Succederà la stessa cosa ai dirigenti della Thyssen? La gravità dell’accaduto ha provocato un forte sdegno nel paese, rabbia e dolore tra i lavoratori, stanchi di vedere allungarsi la scia di omicidi bianchi, ma anche molte lacrime di coccodrillo e tanto cordoglio ipocrita del mondo politico e padronale. Certamente, spenti i riflettori e finito il clamore provocato dalla tragedia, per i padroni sarà meno difficile tentare di sfuggire alle maglie della giustizia. Si tratta pur sempre della “loro” giustizia. Di sicuro ai padroni fanno meno paura i processi in tribunale delle lotte nelle fabbriche.

Camminavo a fianco dei lavoratori della Thyssen al corteo che il 10 dicembre ha attraversato silenzioso il centro di Torino. Quel giorno c’era lo sciopero dei metalmeccanici per il contratto, ma la manifestazione era ovviamente diventata l’occasione per esprimere la forte solidarietà operaia per il recente tragico evento.

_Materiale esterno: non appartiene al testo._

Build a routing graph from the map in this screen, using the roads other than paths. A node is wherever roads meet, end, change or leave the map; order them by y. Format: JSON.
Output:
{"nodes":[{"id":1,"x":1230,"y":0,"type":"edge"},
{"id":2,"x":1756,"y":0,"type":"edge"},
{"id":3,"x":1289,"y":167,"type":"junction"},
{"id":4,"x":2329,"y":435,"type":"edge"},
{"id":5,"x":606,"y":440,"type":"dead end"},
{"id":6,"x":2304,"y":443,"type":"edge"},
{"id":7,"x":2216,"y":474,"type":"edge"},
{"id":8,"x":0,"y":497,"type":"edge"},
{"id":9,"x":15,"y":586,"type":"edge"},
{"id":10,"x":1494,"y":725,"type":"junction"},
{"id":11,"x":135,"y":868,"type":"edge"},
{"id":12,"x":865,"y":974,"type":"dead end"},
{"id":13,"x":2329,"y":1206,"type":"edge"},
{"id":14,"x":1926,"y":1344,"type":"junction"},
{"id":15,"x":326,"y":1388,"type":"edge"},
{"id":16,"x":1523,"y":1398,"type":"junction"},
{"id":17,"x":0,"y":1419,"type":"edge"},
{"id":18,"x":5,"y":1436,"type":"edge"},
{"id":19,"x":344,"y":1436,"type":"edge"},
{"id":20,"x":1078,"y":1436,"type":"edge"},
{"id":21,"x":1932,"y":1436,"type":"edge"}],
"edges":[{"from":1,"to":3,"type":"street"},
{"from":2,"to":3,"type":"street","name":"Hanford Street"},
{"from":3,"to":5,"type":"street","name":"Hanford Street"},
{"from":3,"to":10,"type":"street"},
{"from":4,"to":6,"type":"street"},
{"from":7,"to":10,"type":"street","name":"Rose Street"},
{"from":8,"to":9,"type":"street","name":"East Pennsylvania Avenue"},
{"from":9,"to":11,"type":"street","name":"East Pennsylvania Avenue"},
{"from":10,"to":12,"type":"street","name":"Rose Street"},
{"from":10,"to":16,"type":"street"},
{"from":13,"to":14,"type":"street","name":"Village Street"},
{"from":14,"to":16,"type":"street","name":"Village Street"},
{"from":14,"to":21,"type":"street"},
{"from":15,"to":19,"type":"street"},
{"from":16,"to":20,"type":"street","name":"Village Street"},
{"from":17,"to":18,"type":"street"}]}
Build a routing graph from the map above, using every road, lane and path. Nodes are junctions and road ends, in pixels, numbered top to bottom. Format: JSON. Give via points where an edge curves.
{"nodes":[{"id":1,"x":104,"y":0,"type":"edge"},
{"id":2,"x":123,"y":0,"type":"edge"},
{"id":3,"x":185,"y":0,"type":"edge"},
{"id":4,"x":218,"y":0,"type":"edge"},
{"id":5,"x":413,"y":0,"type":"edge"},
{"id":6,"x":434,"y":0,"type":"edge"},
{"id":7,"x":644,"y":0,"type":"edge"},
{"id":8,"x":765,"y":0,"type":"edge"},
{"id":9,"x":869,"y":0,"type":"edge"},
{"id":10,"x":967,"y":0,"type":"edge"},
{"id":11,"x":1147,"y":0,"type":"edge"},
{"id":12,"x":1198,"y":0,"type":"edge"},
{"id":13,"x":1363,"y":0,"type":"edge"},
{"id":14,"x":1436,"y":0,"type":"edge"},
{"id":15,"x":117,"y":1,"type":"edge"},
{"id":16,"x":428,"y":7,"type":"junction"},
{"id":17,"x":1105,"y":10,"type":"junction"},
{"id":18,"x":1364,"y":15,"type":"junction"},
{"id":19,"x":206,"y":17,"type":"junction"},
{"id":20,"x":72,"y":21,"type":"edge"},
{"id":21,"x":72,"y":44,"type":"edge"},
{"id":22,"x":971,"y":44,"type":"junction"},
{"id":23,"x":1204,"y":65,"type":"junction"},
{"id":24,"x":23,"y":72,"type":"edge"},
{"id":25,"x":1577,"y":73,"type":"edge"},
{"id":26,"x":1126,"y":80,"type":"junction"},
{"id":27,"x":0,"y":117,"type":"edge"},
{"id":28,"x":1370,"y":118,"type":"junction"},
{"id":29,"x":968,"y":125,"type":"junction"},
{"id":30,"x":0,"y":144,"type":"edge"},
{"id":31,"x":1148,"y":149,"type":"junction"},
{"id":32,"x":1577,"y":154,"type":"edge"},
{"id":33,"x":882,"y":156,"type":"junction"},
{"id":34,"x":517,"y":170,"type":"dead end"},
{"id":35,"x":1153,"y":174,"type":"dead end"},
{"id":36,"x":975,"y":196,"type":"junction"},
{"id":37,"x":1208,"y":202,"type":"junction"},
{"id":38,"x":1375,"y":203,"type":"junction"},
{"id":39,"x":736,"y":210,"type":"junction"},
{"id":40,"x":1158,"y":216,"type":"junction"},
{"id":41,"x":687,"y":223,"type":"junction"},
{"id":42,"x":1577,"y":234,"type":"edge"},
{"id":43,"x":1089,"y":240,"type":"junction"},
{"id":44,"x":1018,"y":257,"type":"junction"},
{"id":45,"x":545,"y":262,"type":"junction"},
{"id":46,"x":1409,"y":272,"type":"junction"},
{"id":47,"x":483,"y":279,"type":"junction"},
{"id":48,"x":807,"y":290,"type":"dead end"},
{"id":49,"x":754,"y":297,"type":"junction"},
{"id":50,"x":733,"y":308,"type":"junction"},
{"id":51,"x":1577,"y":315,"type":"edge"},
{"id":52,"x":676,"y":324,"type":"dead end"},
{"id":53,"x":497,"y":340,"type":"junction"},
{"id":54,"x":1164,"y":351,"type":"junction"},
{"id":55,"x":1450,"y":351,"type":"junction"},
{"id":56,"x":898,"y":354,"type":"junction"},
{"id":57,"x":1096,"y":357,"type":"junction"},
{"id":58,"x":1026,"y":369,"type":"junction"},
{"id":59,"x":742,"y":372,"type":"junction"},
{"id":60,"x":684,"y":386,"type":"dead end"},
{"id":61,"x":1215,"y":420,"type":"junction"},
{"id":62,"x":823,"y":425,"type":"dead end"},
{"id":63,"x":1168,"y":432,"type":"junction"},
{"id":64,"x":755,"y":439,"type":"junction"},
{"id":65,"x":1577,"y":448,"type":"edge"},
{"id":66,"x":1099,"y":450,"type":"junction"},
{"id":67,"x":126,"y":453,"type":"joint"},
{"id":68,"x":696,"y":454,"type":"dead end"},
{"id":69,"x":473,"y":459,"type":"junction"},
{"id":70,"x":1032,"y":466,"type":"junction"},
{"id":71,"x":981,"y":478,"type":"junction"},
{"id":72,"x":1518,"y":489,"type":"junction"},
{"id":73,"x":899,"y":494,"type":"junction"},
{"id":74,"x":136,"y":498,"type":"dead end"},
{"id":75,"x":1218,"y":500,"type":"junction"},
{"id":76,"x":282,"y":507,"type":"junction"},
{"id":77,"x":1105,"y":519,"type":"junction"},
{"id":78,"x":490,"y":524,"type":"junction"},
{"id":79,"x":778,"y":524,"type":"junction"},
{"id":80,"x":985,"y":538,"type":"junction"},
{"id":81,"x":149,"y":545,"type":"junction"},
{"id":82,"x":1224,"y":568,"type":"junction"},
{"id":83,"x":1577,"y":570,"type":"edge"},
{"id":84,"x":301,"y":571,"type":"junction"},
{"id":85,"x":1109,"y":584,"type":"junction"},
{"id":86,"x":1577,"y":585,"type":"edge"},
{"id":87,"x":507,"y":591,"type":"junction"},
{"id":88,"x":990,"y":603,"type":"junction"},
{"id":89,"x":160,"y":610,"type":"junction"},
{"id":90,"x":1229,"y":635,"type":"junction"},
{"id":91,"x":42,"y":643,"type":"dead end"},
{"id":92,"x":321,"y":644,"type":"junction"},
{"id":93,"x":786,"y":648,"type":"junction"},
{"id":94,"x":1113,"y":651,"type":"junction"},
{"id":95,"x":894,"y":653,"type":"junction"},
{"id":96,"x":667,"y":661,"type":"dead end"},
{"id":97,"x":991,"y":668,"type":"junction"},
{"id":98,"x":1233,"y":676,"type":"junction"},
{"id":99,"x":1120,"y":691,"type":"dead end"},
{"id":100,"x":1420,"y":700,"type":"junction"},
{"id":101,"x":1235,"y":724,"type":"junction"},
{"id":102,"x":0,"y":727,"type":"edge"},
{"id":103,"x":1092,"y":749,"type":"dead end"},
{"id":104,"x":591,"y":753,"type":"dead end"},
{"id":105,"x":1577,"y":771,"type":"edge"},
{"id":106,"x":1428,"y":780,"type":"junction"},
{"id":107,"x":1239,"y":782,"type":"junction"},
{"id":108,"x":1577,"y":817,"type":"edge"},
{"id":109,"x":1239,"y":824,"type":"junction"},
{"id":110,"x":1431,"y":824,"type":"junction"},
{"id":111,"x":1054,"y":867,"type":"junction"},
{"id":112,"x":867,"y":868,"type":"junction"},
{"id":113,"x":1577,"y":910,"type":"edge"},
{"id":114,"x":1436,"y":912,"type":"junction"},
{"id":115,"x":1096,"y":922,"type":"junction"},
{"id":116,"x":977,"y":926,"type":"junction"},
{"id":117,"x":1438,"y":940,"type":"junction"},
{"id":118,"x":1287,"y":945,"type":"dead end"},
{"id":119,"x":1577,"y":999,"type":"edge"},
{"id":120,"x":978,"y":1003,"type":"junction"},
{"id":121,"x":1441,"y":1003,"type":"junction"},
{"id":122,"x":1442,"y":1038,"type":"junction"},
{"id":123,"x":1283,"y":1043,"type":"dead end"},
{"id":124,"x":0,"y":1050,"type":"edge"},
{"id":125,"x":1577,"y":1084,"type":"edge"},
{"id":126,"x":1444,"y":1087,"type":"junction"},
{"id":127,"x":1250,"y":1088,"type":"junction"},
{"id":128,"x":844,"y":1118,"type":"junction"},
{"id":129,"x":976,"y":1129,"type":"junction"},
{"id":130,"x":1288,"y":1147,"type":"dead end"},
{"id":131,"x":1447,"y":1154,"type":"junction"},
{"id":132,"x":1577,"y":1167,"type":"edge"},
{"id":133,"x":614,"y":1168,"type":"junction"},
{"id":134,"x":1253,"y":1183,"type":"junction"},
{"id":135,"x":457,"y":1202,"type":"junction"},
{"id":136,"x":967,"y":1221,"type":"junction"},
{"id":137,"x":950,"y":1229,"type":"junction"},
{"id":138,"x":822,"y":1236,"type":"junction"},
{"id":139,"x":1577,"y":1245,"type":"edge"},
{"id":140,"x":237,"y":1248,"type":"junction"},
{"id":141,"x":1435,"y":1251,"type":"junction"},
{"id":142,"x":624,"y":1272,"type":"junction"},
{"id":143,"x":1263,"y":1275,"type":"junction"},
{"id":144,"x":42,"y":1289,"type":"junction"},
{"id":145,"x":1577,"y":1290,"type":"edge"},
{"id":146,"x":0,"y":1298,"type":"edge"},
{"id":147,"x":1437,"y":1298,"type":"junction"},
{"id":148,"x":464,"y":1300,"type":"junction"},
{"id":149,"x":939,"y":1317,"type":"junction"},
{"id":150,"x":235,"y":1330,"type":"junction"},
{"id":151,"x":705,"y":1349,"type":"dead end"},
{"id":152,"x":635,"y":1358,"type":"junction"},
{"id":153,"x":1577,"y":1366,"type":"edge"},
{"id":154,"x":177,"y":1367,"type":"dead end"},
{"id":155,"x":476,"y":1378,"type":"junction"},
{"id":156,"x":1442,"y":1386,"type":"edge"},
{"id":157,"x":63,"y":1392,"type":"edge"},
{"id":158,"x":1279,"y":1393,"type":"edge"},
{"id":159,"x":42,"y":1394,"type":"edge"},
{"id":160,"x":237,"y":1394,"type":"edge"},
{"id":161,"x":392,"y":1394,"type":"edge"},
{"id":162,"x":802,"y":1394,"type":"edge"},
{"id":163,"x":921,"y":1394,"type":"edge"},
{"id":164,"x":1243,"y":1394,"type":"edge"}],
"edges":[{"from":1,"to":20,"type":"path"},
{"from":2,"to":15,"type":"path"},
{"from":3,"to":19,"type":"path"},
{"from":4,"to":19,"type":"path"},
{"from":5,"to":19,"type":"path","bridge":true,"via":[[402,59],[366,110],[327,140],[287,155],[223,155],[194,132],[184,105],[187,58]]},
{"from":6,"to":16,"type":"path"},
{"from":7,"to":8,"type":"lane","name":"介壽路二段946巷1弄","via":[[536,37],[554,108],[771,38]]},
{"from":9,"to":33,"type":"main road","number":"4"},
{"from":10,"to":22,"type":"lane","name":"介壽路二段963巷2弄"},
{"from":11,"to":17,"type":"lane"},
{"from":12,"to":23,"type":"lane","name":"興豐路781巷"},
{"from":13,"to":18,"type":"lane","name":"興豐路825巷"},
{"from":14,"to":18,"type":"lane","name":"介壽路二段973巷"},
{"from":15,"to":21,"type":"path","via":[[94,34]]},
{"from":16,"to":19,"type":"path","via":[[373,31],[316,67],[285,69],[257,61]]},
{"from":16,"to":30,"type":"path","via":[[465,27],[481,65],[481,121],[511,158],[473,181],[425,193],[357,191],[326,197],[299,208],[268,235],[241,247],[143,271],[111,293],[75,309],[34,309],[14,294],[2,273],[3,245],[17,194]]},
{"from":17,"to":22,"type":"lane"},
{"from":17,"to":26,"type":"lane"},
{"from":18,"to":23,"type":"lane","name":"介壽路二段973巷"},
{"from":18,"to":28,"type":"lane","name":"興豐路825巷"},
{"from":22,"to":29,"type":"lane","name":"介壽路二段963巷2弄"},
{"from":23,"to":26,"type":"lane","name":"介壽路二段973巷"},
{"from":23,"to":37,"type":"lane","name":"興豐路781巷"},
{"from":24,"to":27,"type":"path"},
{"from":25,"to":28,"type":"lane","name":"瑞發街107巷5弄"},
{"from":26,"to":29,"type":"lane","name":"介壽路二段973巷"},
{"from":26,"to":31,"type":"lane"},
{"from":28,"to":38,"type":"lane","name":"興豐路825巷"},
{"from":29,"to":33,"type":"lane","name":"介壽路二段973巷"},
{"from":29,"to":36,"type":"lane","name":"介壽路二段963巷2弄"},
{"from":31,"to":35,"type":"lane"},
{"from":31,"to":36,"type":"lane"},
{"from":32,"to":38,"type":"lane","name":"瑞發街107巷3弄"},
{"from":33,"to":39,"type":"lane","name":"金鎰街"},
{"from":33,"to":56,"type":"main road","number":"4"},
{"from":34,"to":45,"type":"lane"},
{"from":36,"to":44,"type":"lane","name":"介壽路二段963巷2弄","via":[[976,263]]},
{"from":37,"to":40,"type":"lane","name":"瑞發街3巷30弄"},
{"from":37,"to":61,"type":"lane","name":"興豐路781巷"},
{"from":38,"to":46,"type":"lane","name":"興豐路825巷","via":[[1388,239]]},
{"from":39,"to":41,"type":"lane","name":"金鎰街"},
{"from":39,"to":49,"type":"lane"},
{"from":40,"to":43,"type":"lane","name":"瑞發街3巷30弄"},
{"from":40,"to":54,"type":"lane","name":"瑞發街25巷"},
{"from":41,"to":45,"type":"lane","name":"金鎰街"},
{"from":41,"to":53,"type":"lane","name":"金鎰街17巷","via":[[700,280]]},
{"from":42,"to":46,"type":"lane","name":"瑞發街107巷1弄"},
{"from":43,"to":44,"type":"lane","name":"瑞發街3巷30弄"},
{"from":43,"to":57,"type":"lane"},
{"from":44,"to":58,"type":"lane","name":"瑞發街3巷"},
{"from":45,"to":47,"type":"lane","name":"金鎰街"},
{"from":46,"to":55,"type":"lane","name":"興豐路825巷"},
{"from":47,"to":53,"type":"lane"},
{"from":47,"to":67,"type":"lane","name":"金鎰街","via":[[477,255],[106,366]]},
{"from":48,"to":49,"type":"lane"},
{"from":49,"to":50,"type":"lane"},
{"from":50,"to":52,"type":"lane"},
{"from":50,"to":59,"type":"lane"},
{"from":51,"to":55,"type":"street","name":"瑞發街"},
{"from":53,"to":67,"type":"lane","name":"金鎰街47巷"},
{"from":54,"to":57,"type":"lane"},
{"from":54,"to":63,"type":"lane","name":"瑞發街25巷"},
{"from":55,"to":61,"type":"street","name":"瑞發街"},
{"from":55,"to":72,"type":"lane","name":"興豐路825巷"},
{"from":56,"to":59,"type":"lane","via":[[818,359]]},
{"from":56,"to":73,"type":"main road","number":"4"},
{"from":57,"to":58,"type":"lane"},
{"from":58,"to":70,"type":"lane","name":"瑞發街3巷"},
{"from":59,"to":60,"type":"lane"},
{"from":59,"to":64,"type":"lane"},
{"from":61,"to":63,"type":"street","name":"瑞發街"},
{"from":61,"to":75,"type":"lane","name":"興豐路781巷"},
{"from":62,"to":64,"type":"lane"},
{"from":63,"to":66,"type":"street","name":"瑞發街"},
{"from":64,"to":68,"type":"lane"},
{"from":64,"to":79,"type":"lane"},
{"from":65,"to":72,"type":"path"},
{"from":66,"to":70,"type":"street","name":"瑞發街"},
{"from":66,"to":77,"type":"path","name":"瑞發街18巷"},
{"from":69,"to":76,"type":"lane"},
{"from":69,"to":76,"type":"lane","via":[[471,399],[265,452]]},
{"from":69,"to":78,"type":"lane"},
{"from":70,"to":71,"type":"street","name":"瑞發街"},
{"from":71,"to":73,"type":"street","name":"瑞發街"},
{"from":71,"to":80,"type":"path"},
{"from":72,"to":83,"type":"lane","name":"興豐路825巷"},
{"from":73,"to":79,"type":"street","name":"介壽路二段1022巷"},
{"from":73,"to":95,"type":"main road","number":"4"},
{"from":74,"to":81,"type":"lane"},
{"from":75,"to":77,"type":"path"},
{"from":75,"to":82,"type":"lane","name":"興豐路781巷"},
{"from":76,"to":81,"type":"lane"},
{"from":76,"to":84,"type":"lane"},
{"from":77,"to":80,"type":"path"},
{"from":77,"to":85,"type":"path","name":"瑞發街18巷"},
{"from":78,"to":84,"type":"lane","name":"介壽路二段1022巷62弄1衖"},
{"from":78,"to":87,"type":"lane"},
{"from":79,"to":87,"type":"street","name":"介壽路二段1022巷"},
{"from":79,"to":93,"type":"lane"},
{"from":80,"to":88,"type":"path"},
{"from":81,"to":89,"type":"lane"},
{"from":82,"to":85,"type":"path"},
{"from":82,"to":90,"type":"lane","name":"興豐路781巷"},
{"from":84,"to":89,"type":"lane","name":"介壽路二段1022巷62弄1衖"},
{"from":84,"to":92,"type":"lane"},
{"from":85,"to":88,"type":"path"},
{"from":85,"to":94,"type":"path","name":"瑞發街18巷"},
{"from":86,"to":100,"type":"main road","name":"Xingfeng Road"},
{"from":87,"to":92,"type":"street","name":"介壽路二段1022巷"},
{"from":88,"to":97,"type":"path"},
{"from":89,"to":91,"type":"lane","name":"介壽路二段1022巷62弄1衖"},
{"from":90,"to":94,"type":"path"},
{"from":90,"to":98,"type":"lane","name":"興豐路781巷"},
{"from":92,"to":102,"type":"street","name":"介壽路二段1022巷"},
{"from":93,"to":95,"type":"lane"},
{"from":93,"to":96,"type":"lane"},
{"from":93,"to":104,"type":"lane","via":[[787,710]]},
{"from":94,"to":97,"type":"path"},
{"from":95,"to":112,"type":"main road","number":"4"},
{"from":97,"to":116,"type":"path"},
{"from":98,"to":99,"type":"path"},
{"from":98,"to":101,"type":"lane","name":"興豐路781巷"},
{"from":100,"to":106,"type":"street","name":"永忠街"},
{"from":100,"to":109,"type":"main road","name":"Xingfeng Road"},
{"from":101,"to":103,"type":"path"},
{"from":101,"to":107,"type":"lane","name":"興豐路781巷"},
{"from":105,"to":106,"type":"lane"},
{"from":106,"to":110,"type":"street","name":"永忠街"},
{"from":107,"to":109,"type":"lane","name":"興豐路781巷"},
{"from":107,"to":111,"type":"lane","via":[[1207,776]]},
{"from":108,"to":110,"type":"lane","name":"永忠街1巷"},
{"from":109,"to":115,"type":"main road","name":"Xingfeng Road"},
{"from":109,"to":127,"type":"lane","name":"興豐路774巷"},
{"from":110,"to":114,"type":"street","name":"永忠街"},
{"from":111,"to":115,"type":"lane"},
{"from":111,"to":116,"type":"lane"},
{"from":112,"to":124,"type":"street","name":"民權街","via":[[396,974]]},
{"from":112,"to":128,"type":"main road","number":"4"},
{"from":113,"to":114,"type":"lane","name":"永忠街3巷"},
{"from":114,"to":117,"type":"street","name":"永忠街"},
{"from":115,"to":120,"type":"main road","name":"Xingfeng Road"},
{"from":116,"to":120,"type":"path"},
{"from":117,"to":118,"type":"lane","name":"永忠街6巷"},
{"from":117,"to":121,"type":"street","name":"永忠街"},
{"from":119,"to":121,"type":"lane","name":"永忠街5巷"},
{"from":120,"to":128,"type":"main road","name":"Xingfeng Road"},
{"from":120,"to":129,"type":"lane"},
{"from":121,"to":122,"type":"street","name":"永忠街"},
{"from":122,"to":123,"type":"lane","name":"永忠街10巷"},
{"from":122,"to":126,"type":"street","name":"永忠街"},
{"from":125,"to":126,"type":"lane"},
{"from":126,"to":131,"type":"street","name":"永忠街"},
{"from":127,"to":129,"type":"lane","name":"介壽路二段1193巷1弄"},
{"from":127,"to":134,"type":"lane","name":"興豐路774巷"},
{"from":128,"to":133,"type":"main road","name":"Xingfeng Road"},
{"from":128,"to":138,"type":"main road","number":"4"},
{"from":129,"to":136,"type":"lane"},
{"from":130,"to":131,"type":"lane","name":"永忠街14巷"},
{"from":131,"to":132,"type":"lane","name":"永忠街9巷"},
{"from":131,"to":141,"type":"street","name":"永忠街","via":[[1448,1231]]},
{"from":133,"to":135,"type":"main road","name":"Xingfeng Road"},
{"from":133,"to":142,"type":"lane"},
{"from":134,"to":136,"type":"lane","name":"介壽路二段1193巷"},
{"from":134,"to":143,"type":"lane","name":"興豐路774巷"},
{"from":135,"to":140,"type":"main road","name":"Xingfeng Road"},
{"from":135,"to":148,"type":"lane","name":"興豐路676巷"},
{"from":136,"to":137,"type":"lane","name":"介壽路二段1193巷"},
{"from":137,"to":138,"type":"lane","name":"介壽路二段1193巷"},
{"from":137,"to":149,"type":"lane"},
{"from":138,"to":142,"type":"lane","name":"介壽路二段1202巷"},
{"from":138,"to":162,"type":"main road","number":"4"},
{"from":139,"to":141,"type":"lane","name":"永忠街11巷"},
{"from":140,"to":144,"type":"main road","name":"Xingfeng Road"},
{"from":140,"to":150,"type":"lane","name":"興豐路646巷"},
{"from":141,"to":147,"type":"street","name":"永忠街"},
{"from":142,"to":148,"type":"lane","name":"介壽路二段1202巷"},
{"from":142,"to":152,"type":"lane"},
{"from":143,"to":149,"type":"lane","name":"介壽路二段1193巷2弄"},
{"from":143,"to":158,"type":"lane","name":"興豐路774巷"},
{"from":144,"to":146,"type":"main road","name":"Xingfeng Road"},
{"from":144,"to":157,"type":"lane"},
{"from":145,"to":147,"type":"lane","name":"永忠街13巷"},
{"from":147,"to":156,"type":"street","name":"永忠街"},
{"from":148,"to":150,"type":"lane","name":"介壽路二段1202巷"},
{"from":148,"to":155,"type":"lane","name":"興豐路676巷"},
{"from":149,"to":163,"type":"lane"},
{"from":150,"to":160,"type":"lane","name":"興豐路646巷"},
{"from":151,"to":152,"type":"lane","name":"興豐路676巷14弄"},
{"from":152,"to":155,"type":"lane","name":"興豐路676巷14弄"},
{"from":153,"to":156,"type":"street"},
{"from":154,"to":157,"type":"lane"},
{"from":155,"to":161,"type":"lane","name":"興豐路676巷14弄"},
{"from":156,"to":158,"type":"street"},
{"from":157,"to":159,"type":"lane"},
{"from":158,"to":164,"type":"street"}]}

Ventinove anni prima avevo partecipato ad un altro corteo, quello degli operai della Teksid diretto verso la palazzina della direzione subito dopo la morte dei due compagni. Il dolore e la rabbia erano gli stessi. Anche quella volta, il silenzio carico di tensione veniva lacerato, a tratti, dallo stesso grido: “Assassini!”.